→ **WHAT THE TASK ASKS**
For the entries below, report every line that includes the word "Elang".

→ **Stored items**
*-*-*

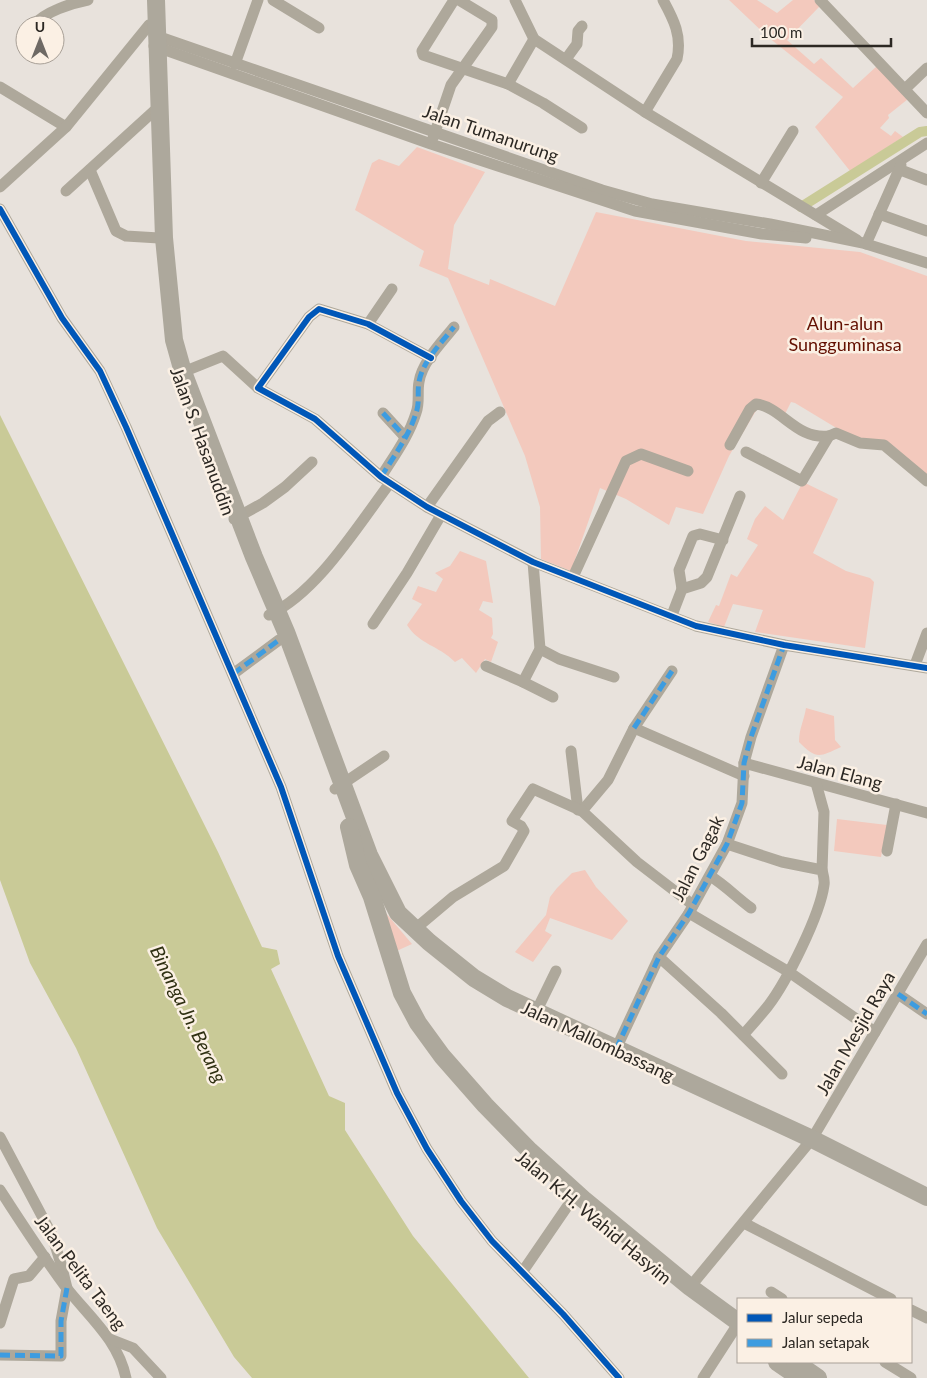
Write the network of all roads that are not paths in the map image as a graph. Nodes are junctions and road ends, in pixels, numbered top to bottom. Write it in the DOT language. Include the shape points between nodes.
graph roads {
  1 [pos="88,0"];
  2 [pos="146,0"];
  3 [pos="156,0"];
  4 [pos="258,0"];
  5 [pos="273,0"];
  6 [pos="454,0"];
  7 [pos="459,0"];
  8 [pos="515,0"];
  9 [pos="663,0"];
  10 [pos="820,0"];
  11 [pos="48,15"];
  12 [pos="582,26"];
  13 [pos="318,28"];
  14 [pos="152,37"];
  15 [pos="534,39"];
  16 [pos="566,59"];
  17 [pos="235,64"];
  18 [pos="927,68"];
  19 [pos="462,70"];
  20 [pos="508,84"];
  21 [pos="0,87"];
  22 [pos="905,89"];
  23 [pos="154,111"];
  24 [pos="645,112"];
  25 [pos="927,113"];
  26 [pos="66,127"];
  27 [pos="582,128"];
  28 [pos="792,131"];
  29 [pos="433,138"];
  30 [pos="927,143"];
  31 [pos="90,170"];
  32 [pos="927,180"];
  33 [pos="761,183"];
  34 [pos="0,187"];
  35 [pos="66,191"];
  36 [pos="0,209"];
  37 [pos="879,214"];
  38 [pos="816,215"];
  39 [pos="927,231"];
  40 [pos="159,238"];
  41 [pos="864,244"];
  42 [pos="927,263"];
  43 [pos="392,289"];
  44 [pos="368,324"];
  45 [pos="454,327"];
  46 [pos="431,358"];
  47 [pos="183,372"];
  48 [pos="258,388"];
  49 [pos="500,412"];
  50 [pos="383,413"];
  51 [pos="828,436"];
  52 [pos="405,437"];
  53 [pos="730,445"];
  54 [pos="746,452"];
  55 [pos="312,462"];
  56 [pos="688,471"];
  57 [pos="386,480"];
  58 [pos="927,481"];
  59 [pos="740,496"];
  60 [pos="427,507"];
  61 [pos="441,515"];
  62 [pos="235,518"];
  63 [pos="723,540"];
  64 [pos="540,565"];
  65 [pos="573,577"];
  66 [pos="682,589"];
  67 [pos="273,613"];
  68 [pos="672,615"];
  69 [pos="373,624"];
  70 [pos="927,633"];
  71 [pos="279,640"];
  72 [pos="784,645"];
  73 [pos="549,654"];
  74 [pos="915,665"];
  75 [pos="486,666"];
  76 [pos="927,668"];
  77 [pos="672,671"];
  78 [pos="233,674"];
  79 [pos="614,677"];
  80 [pos="523,682"];
  81 [pos="553,697"];
  82 [pos="634,728"];
  83 [pos="571,751"];
  84 [pos="384,756"];
  85 [pos="744,763"];
  86 [pos="744,776"];
  87 [pos="816,783"];
  88 [pos="341,794"];
  89 [pos="896,804"];
  90 [pos="576,809"];
  91 [pos="927,812"];
  92 [pos="728,844"];
  93 [pos="887,851"];
  94 [pos="822,870"];
  95 [pos="362,876"];
  96 [pos="710,876"];
  97 [pos="751,908"];
  98 [pos="691,909"];
  99 [pos="415,929"];
  100 [pos="927,944"];
  101 [pos="662,953"];
  102 [pos="556,971"];
  103 [pos="789,972"];
  104 [pos="898,994"];
  105 [pos="536,1012"];
  106 [pos="927,1014"];
  107 [pos="875,1032"];
  108 [pos="743,1035"];
  109 [pos="616,1049"];
  110 [pos="782,1074"];
  111 [pos="0,1137"];
  112 [pos="812,1139"];
  113 [pos="0,1190"];
  114 [pos="927,1197"];
  115 [pos="571,1201"];
  116 [pos="744,1223"];
  117 [pos="45,1257"];
  118 [pos="523,1271"];
  119 [pos="690,1287"];
  120 [pos="67,1288"];
  121 [pos="770,1292"];
  122 [pos="780,1298"];
  123 [pos="889,1298"];
  124 [pos="912,1310"];
  125 [pos="927,1318"];
  126 [pos="0,1323"];
  127 [pos="737,1328"];
  128 [pos="110,1339"];
  129 [pos="0,1355"];
  130 [pos="778,1363"];
  131 [pos="796,1363"];
  132 [pos="887,1363"];
  133 [pos="126,1378"];
  134 [pos="161,1378"];
  135 [pos="619,1378"];
  136 [pos="703,1378"];
  137 [pos="800,1378"];
  138 [pos="818,1378"];
  139 [pos="911,1378"];
  1 -- 11 [label="street"];
  2 -- 14 [label="highway, Jalan S. Hasanuddin"];
  3 -- 14 [label="highway, Jalan S. Hasanuddin"];
  4 -- 17 [label="street"];
  5 -- 13 [label="street"];
  6 -- 19 [label="street" via="422,54"];
  7 -- 19 [label="street" via="492,20"];
  8 -- 15 [label="street"];
  9 -- 24 [label="street" via="680,36 677,59"];
  10 -- 22 [label="street"];
  12 -- 16 [label="street" via="578,31 577,44"];
  14 -- 17 [label="street, Jalan Tumanurung"];
  14 -- 23 [label="highway, Jalan S. Hasanuddin"];
  14 -- 26 [label="street"];
  14 -- 29 [label="street, Jalan Tumanurung"];
  14 -- 47 [label="highway, Jalan S. Hasanuddin" via="164,238 174,340"];
  15 -- 16 [label="street, Jalan Tumanurung"];
  15 -- 20 [label="street"];
  16 -- 24 [label="street, Jalan Tumanurung"];
  17 -- 29 [label="street, Jalan Tumanurung"];
  18 -- 22 [label="street"];
  19 -- 20 [label="street"];
  19 -- 29 [label="street" via="447,94"];
  20 -- 27 [label="street"];
  21 -- 26 [label="street"];
  22 -- 25 [label="street"];
  23 -- 31 [label="street"];
  23 -- 40 [label="highway, Jalan S. Hasanuddin"];
  24 -- 33 [label="street, Jalan Tumanurung"];
  26 -- 34 [label="street"];
  28 -- 33 [label="street"];
  29 -- 41 [label="street, Jalan Tumanurung" via="635,211 762,234 830,238"];
  30 -- 38 [label="street"];
  31 -- 35 [label="street"];
  31 -- 40 [label="street" via="116,231 126,236"];
  32 -- 37 [label="street" via="900,167"];
  33 -- 38 [label="street, Jalan Tumanurung"];
  36 -- 78 [label="street" via="62,318 100,371"];
  37 -- 39 [label="street"];
  37 -- 41 [label="street"];
  38 -- 41 [label="street, Jalan Tumanurung"];
  40 -- 62 [label="highway, Jalan S. Hasanuddin" via="169,340 176,374"];
  41 -- 42 [label="street, Jalan Tumanurung"];
  43 -- 44 [label="street"];
  44 -- 46 [label="street"];
  44 -- 48 [label="street" via="332,312 314,311"];
  45 -- 46 [label="street"];
  46 -- 52 [label="street" via="420,379 417,409"];
  47 -- 48 [label="street" via="223,356"];
  47 -- 62 [label="highway, Jalan S. Hasanuddin"];
  48 -- 57 [label="street" via="316,419"];
  49 -- 60 [label="street" via="488,421"];
  50 -- 52 [label="street"];
  51 -- 53 [label="street" via="813,436 789,424 768,407 756,404"];
  51 -- 54 [label="street" via="802,481"];
  51 -- 58 [label="street" via="836,433 860,443 884,445"];
  52 -- 57 [label="street"];
  55 -- 62 [label="street" via="285,488 255,509"];
  56 -- 65 [label="street" via="641,454 626,461"];
  57 -- 60 [label="street"];
  57 -- 67 [label="street" via="328,565"];
  59 -- 63 [label="street"];
  60 -- 61 [label="street"];
  61 -- 64 [label="street"];
  61 -- 69 [label="street" via="408,573"];
  62 -- 67 [label="highway, Jalan S. Hasanuddin"];
  63 -- 66 [label="street" via="707,577 701,583"];
  63 -- 66 [label="street" via="700,534 692,536 679,570"];
  64 -- 65 [label="street"];
  64 -- 73 [label="street"];
  65 -- 68 [label="street"];
  66 -- 68 [label="street"];
  67 -- 71 [label="highway, Jalan S. Hasanuddin"];
  67 -- 88 [label="highway, Jalan S. Hasanuddin"];
  68 -- 72 [label="street" via="696,626"];
  70 -- 74 [label="street"];
  71 -- 78 [label="street"];
  71 -- 88 [label="highway, Jalan S. Hasanuddin"];
  72 -- 74 [label="street"];
  72 -- 85 [label="street, Jalan Gagak"];
  73 -- 79 [label="street"];
  73 -- 80 [label="street"];
  74 -- 76 [label="street"];
  75 -- 80 [label="street"];
  77 -- 82 [label="street"];
  78 -- 118 [label="street" via="281,787 338,956 397,1093 461,1201 492,1241"];
  80 -- 81 [label="street"];
  82 -- 86 [label="street"];
  82 -- 90 [label="street" via="608,780"];
  83 -- 90 [label="street"];
  84 -- 88 [label="street"];
  85 -- 86 [label="street, Jalan Gagak"];
  85 -- 87 [label="street, Jalan Elang"];
  86 -- 92 [label="street, Jalan Gagak" via="742,803"];
  87 -- 89 [label="street, Jalan Elang"];
  87 -- 94 [label="street" via="824,812"];
  88 -- 95 [label="highway"];
  88 -- 99 [label="highway, Jalan Mallombassang" via="398,912"];
  89 -- 91 [label="street, Jalan Elang"];
  89 -- 93 [label="street"];
  90 -- 98 [label="street"];
  90 -- 99 [label="street" via="531,789 512,821 524,831 508,863 446,902"];
  92 -- 94 [label="street" via="782,862"];
  92 -- 96 [label="street, Jalan Gagak"];
  94 -- 103 [label="street" via="824,884 820,898"];
  95 -- 115 [label="highway, Jalan K.H. Wahid Hasyim" via="377,954 391,996 408,1028 487,1122"];
  95 -- 119 [label="highway, Jalan K.H. Wahid Hasyim" via="372,897 402,993 418,1023 442,1056 530,1151"];
  96 -- 97 [label="street"];
  96 -- 98 [label="street, Jalan Gagak"];
  98 -- 101 [label="street, Jalan Gagak"];
  98 -- 103 [label="street"];
  99 -- 105 [label="highway, Jalan Mallombassang" via="474,978"];
  100 -- 104 [label="street, Jalan Mesjid Raya"];
  101 -- 108 [label="street"];
  101 -- 109 [label="street, Jalan Gagak"];
  102 -- 105 [label="street"];
  103 -- 107 [label="street"];
  103 -- 108 [label="street" via="769,1005"];
  104 -- 106 [label="street"];
  104 -- 107 [label="street, Jalan Mesjid Raya"];
  105 -- 109 [label="highway, Jalan Mallombassang"];
  107 -- 112 [label="street, Jalan Mesjid Raya"];
  108 -- 110 [label="street"];
  109 -- 112 [label="highway, Jalan Mallombassang"];
  111 -- 120 [label="street" via="52,1235"];
  112 -- 114 [label="highway, Jalan Mallombassang"];
  112 -- 116 [label="street, Jalan Mesjid Raya"];
  113 -- 117 [label="street, Jalan Pelita Taeng"];
  115 -- 118 [label="street"];
  115 -- 127 [label="highway, Jalan K.H. Wahid Hasyim" via="686,1295"];
  116 -- 119 [label="street, Jalan Mesjid Raya"];
  116 -- 123 [label="street"];
  117 -- 120 [label="street, Jalan Pelita Taeng"];
  117 -- 126 [label="street" via="29,1276 14,1279"];
  118 -- 135 [label="street"];
  119 -- 127 [label="highway, Jalan K.H. Wahid Hasyim"];
  120 -- 128 [label="street, Jalan Pelita Taeng"];
  120 -- 129 [label="street" via="61,1321 61,1356"];
  121 -- 122 [label="street"];
  124 -- 125 [label="street"];
  127 -- 136 [label="street"];
  128 -- 133 [label="street, Jalan Pelita Taeng" via="120,1356"];
  128 -- 134 [label="street" via="133,1348"];
  130 -- 137 [label="highway"];
  131 -- 138 [label="highway"];
  132 -- 139 [label="street"];
}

*-*-*

→ **REPLY TO THE TASK**
  85 -- 87 [label="street, Jalan Elang"];
  87 -- 89 [label="street, Jalan Elang"];
  89 -- 91 [label="street, Jalan Elang"];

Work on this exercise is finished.